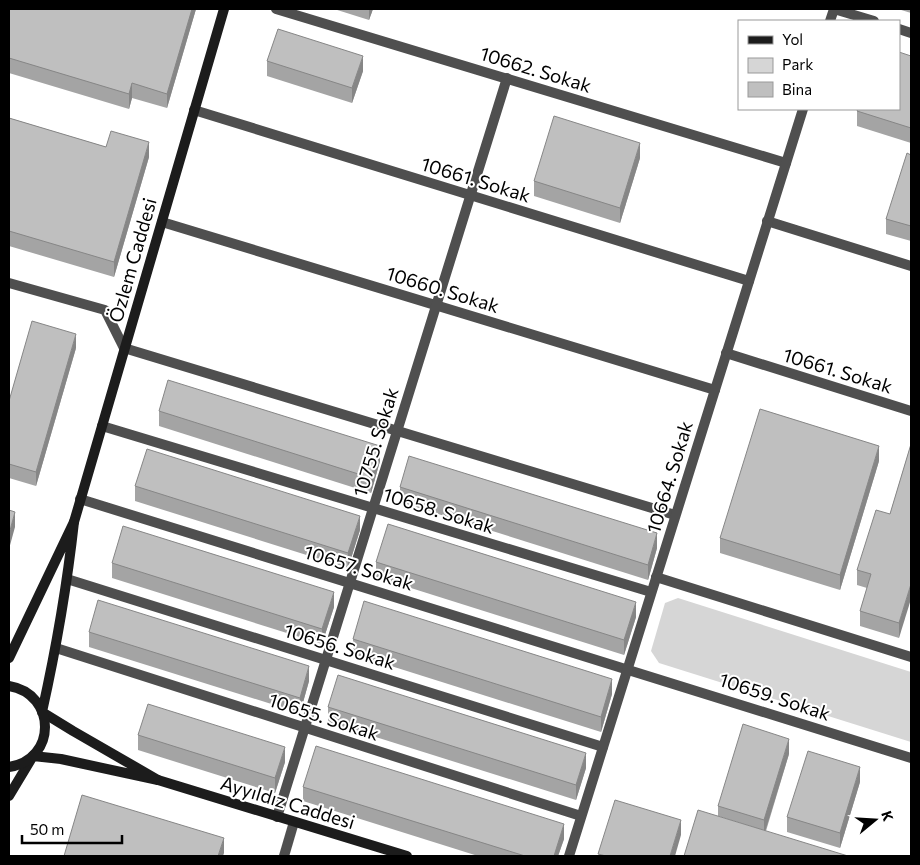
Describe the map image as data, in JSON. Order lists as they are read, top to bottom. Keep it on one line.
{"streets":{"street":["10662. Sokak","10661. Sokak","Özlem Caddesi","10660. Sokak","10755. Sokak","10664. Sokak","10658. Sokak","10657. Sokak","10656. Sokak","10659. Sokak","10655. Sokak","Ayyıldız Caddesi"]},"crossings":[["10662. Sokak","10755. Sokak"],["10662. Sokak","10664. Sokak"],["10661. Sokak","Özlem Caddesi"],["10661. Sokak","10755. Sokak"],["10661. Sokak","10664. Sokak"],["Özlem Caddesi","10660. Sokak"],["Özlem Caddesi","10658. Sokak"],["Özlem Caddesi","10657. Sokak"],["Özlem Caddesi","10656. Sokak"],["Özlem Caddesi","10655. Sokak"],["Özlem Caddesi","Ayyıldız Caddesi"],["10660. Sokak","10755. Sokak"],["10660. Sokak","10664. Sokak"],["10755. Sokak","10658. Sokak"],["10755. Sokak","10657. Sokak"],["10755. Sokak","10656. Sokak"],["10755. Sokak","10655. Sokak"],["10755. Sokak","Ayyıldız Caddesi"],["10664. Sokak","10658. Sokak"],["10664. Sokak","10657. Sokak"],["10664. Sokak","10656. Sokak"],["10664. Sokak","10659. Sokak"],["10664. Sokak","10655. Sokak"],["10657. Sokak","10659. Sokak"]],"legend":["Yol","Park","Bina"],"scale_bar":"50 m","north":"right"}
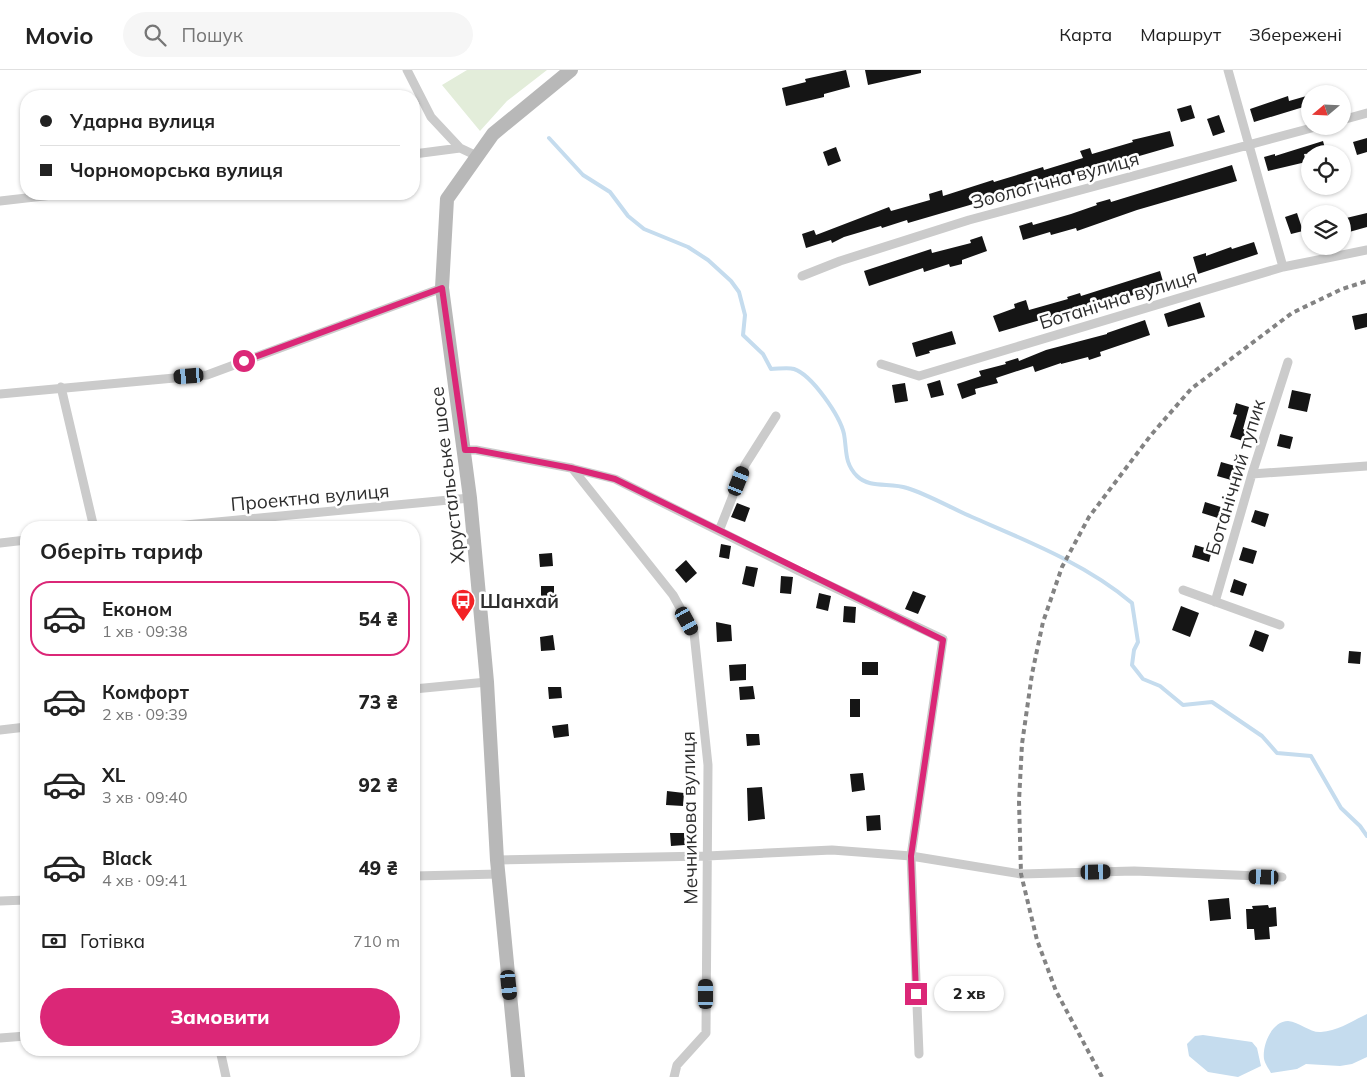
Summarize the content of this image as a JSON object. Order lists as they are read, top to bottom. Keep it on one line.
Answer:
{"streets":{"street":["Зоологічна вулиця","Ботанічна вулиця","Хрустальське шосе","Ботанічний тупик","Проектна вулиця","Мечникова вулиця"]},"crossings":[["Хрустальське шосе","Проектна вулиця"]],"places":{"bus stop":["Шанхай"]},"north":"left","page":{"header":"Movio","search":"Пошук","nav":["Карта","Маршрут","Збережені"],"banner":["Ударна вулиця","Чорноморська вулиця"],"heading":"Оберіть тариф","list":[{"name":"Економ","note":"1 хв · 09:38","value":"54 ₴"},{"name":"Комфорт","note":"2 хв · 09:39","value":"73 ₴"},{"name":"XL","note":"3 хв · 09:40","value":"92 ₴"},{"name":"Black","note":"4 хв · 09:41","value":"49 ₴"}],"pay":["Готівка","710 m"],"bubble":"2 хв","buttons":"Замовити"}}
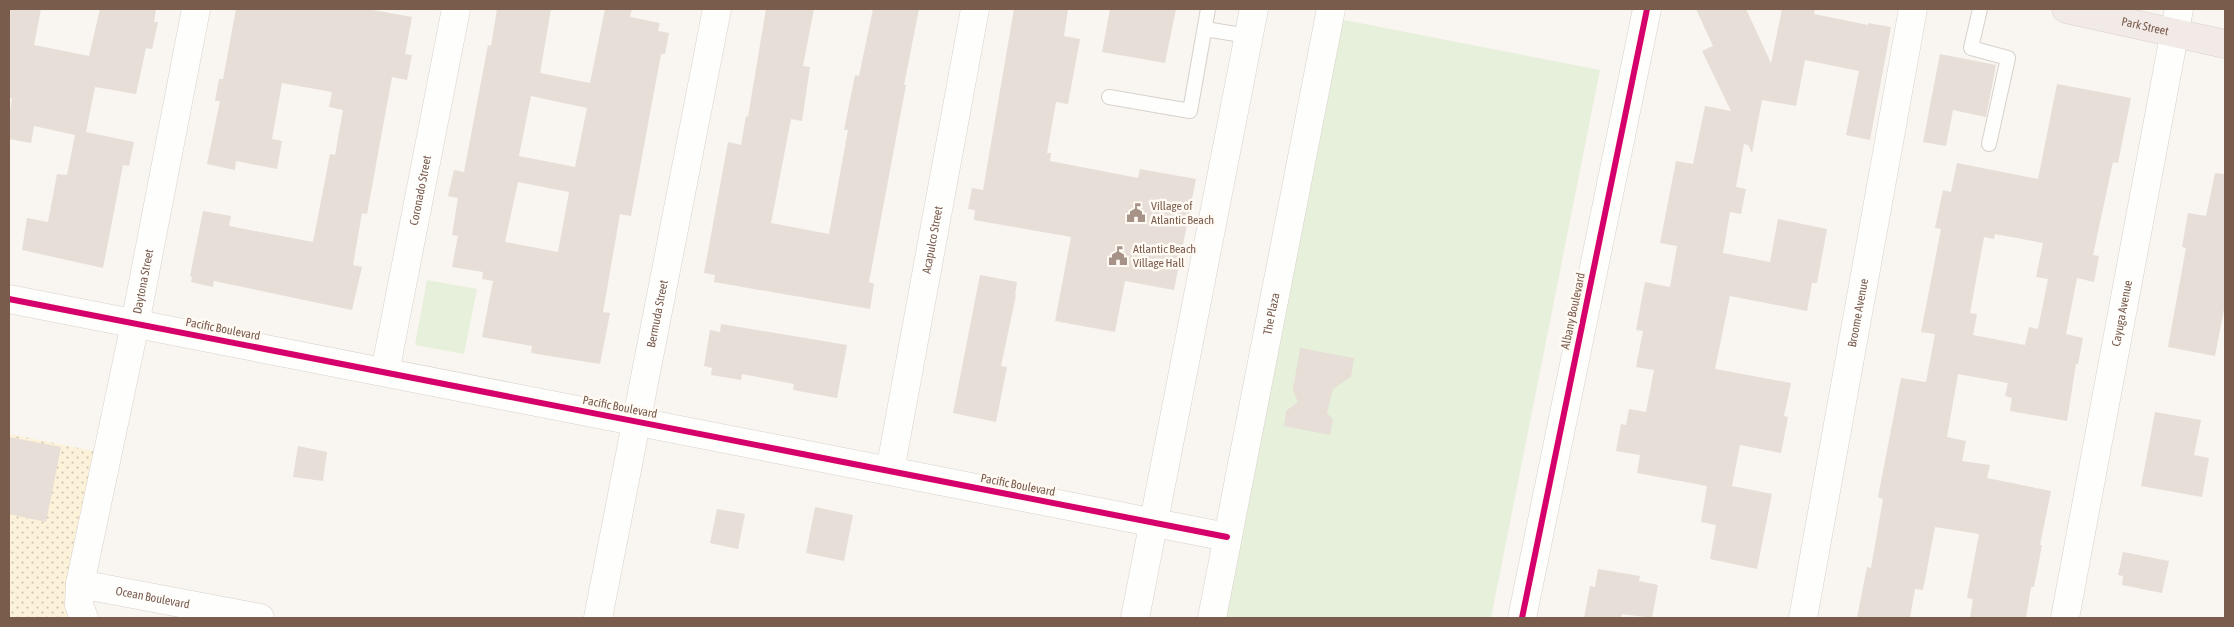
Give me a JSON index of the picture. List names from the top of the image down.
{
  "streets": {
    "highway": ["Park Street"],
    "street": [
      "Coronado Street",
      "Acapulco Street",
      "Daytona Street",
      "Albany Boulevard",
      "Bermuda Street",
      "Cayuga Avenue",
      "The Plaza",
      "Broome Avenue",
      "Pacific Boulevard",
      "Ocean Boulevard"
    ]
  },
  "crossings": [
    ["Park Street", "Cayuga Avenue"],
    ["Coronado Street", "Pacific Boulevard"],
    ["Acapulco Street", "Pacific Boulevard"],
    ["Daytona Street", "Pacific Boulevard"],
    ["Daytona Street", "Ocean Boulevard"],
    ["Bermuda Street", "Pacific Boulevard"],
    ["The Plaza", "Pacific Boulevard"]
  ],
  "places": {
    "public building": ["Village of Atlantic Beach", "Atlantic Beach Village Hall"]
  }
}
__________
• **WHAT IS BEING ASKED**:
Reproduce the lines from the one containing "Give me a JSON" to the end of the entries, keeping both ends and adding nothing.

• **SOLUTION BELOW**:
Give me a JSON index of the picture. List names from the top of the image down.
{
  "streets": {
    "highway": ["Park Street"],
    "street": [
      "Coronado Street",
      "Acapulco Street",
      "Daytona Street",
      "Albany Boulevard",
      "Bermuda Street",
      "Cayuga Avenue",
      "The Plaza",
      "Broome Avenue",
      "Pacific Boulevard",
      "Ocean Boulevard"
    ]
  },
  "crossings": [
    ["Park Street", "Cayuga Avenue"],
    ["Coronado Street", "Pacific Boulevard"],
    ["Acapulco Street", "Pacific Boulevard"],
    ["Daytona Street", "Pacific Boulevard"],
    ["Daytona Street", "Ocean Boulevard"],
    ["Bermuda Street", "Pacific Boulevard"],
    ["The Plaza", "Pacific Boulevard"]
  ],
  "places": {
    "public building": ["Village of Atlantic Beach", "Atlantic Beach Village Hall"]
  }
}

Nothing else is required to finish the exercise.